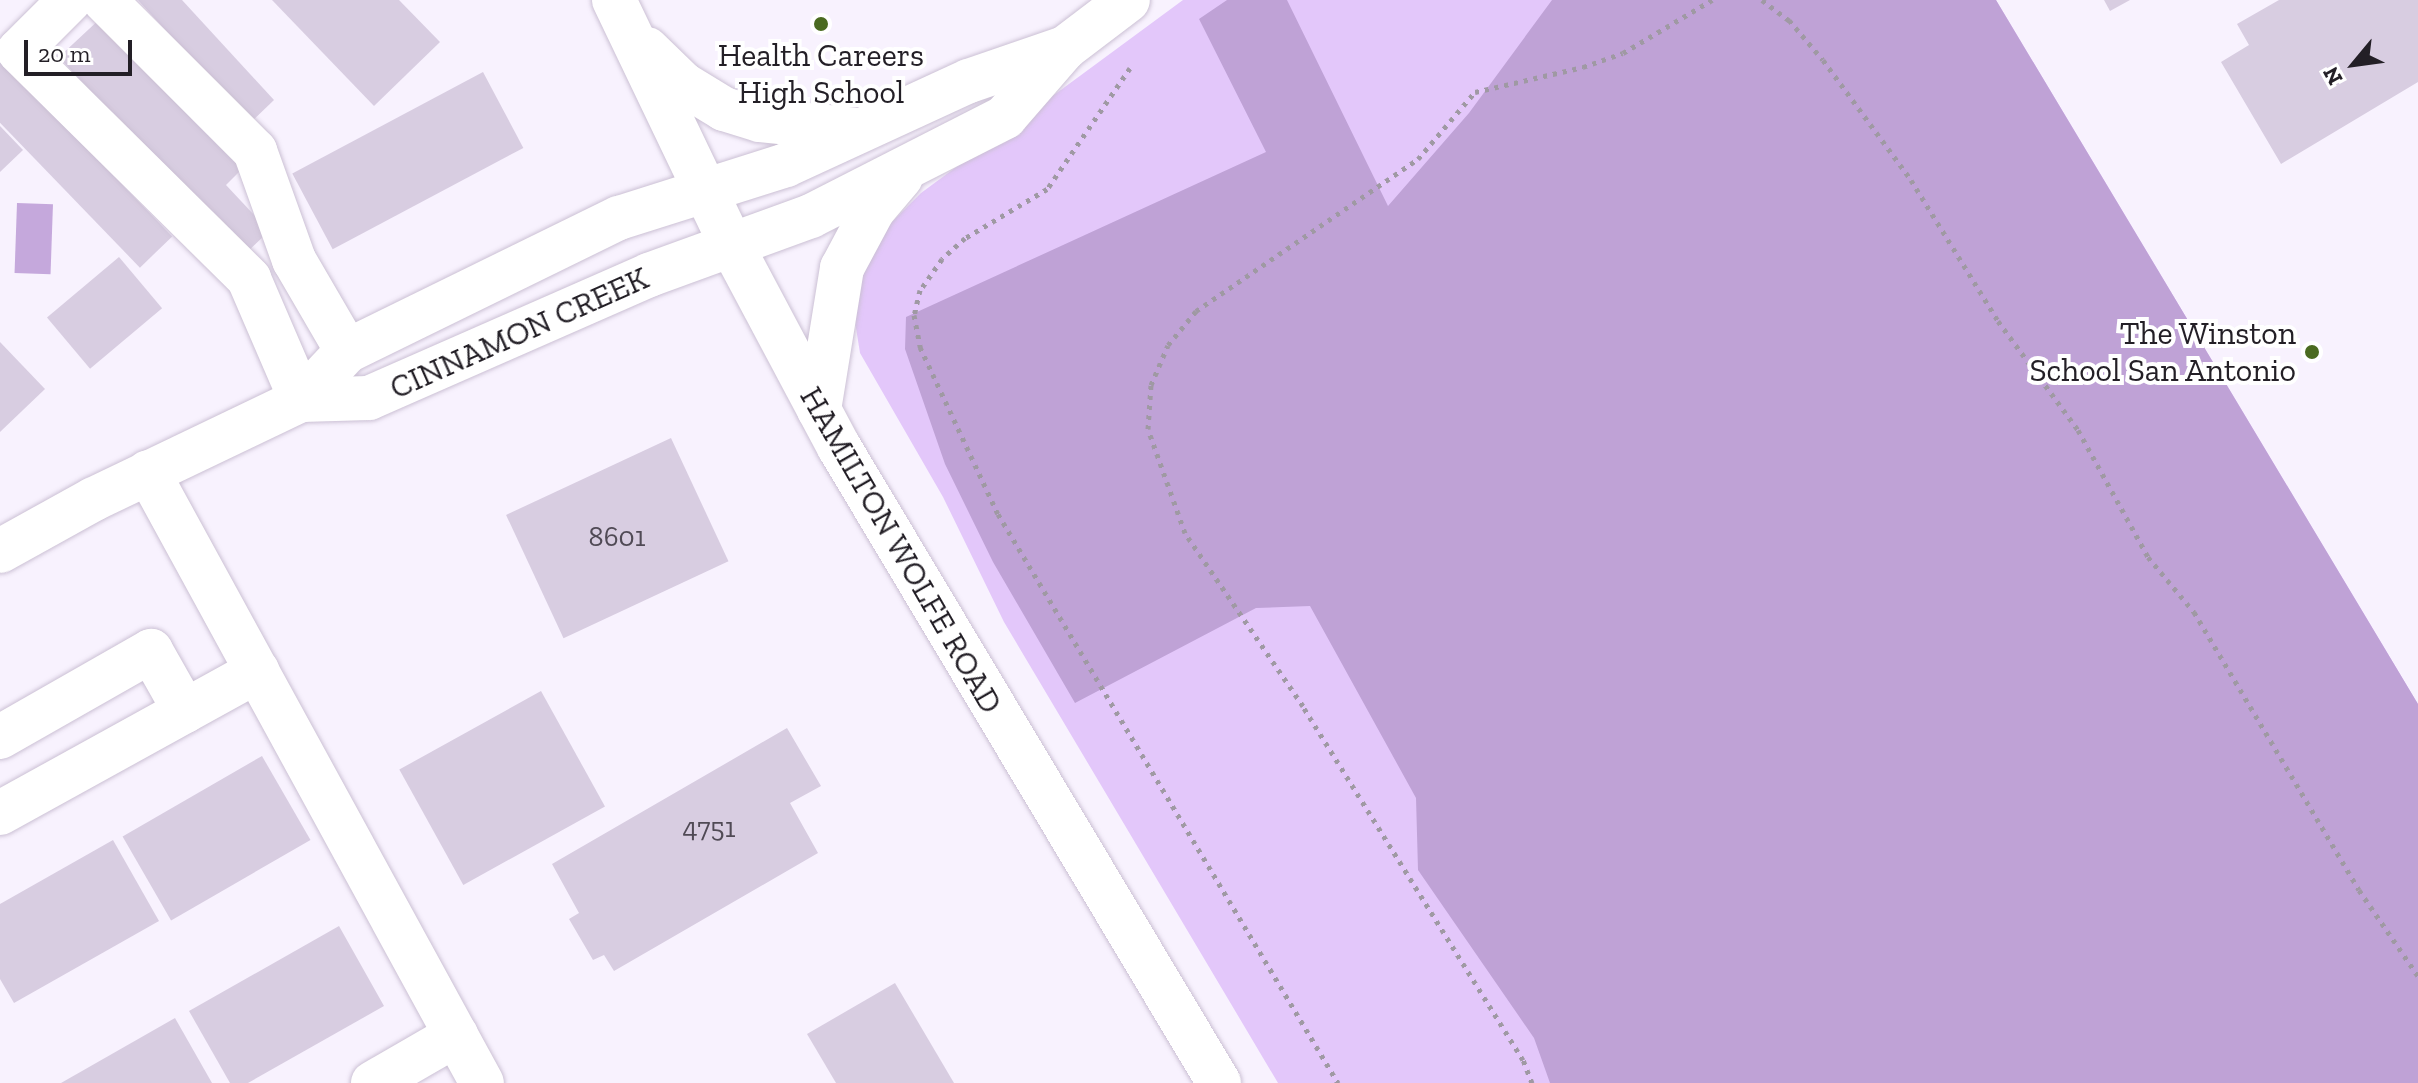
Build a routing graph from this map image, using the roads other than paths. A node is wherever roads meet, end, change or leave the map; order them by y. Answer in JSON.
{"nodes":[{"id":1,"x":70,"y":0,"type":"edge"},
{"id":2,"x":104,"y":0,"type":"edge"},
{"id":3,"x":1128,"y":0,"type":"edge"},
{"id":4,"x":622,"y":16,"type":"edge"},
{"id":5,"x":1065,"y":48,"type":"junction"},
{"id":6,"x":865,"y":130,"type":"junction"},
{"id":7,"x":909,"y":169,"type":"junction"},
{"id":8,"x":705,"y":190,"type":"junction"},
{"id":9,"x":731,"y":244,"type":"junction"},
{"id":10,"x":294,"y":260,"type":"junction"},
{"id":11,"x":249,"y":279,"type":"junction"},
{"id":12,"x":347,"y":351,"type":"junction"},
{"id":13,"x":301,"y":400,"type":"junction"},
{"id":14,"x":819,"y":410,"type":"junction"},
{"id":15,"x":148,"y":472,"type":"junction"},
{"id":16,"x":0,"y":551,"type":"edge"},
{"id":17,"x":257,"y":671,"type":"junction"},
{"id":18,"x":185,"y":711,"type":"junction"},
{"id":19,"x":0,"y":737,"type":"edge"},
{"id":20,"x":0,"y":813,"type":"edge"},
{"id":21,"x":456,"y":1035,"type":"junction"},
{"id":22,"x":373,"y":1083,"type":"edge"},
{"id":23,"x":482,"y":1083,"type":"edge"},
{"id":24,"x":1219,"y":1083,"type":"edge"}],
"edges":[{"from":1,"to":11,"type":"street"},
{"from":2,"to":10,"type":"street"},
{"from":3,"to":5,"type":"street"},
{"from":4,"to":6,"type":"street"},
{"from":4,"to":8,"type":"street","name":"HAMILTON WOLFE ROAD"},
{"from":5,"to":6,"type":"street","name":"CINNAMON CREEK"},
{"from":5,"to":7,"type":"street","name":"CINNAMON CREEK"},
{"from":6,"to":8,"type":"street","name":"CINNAMON CREEK"},
{"from":7,"to":9,"type":"street","name":"CINNAMON CREEK"},
{"from":7,"to":14,"type":"street"},
{"from":8,"to":9,"type":"street","name":"HAMILTON WOLFE ROAD"},
{"from":8,"to":12,"type":"street","name":"CINNAMON CREEK"},
{"from":9,"to":13,"type":"street","name":"CINNAMON CREEK"},
{"from":9,"to":14,"type":"street","name":"HAMILTON WOLFE ROAD"},
{"from":10,"to":11,"type":"street"},
{"from":10,"to":12,"type":"street"},
{"from":11,"to":13,"type":"street"},
{"from":12,"to":13,"type":"street","name":"CINNAMON CREEK"},
{"from":13,"to":15,"type":"street","name":"CINNAMON CREEK"},
{"from":14,"to":24,"type":"street","name":"HAMILTON WOLFE ROAD"},
{"from":15,"to":16,"type":"street","name":"CINNAMON CREEK"},
{"from":15,"to":17,"type":"street"},
{"from":17,"to":18,"type":"street"},
{"from":17,"to":21,"type":"street"},
{"from":18,"to":19,"type":"street"},
{"from":18,"to":20,"type":"street"},
{"from":21,"to":22,"type":"street"},
{"from":21,"to":23,"type":"street"}]}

YOUR GOAL:
Note every line of the entries in which "WOLFE" appears, and copy it down.

EXPECTED ANSWER:
{"from":4,"to":8,"type":"street","name":"HAMILTON WOLFE ROAD"},
{"from":8,"to":9,"type":"street","name":"HAMILTON WOLFE ROAD"},
{"from":9,"to":14,"type":"street","name":"HAMILTON WOLFE ROAD"},
{"from":14,"to":24,"type":"street","name":"HAMILTON WOLFE ROAD"},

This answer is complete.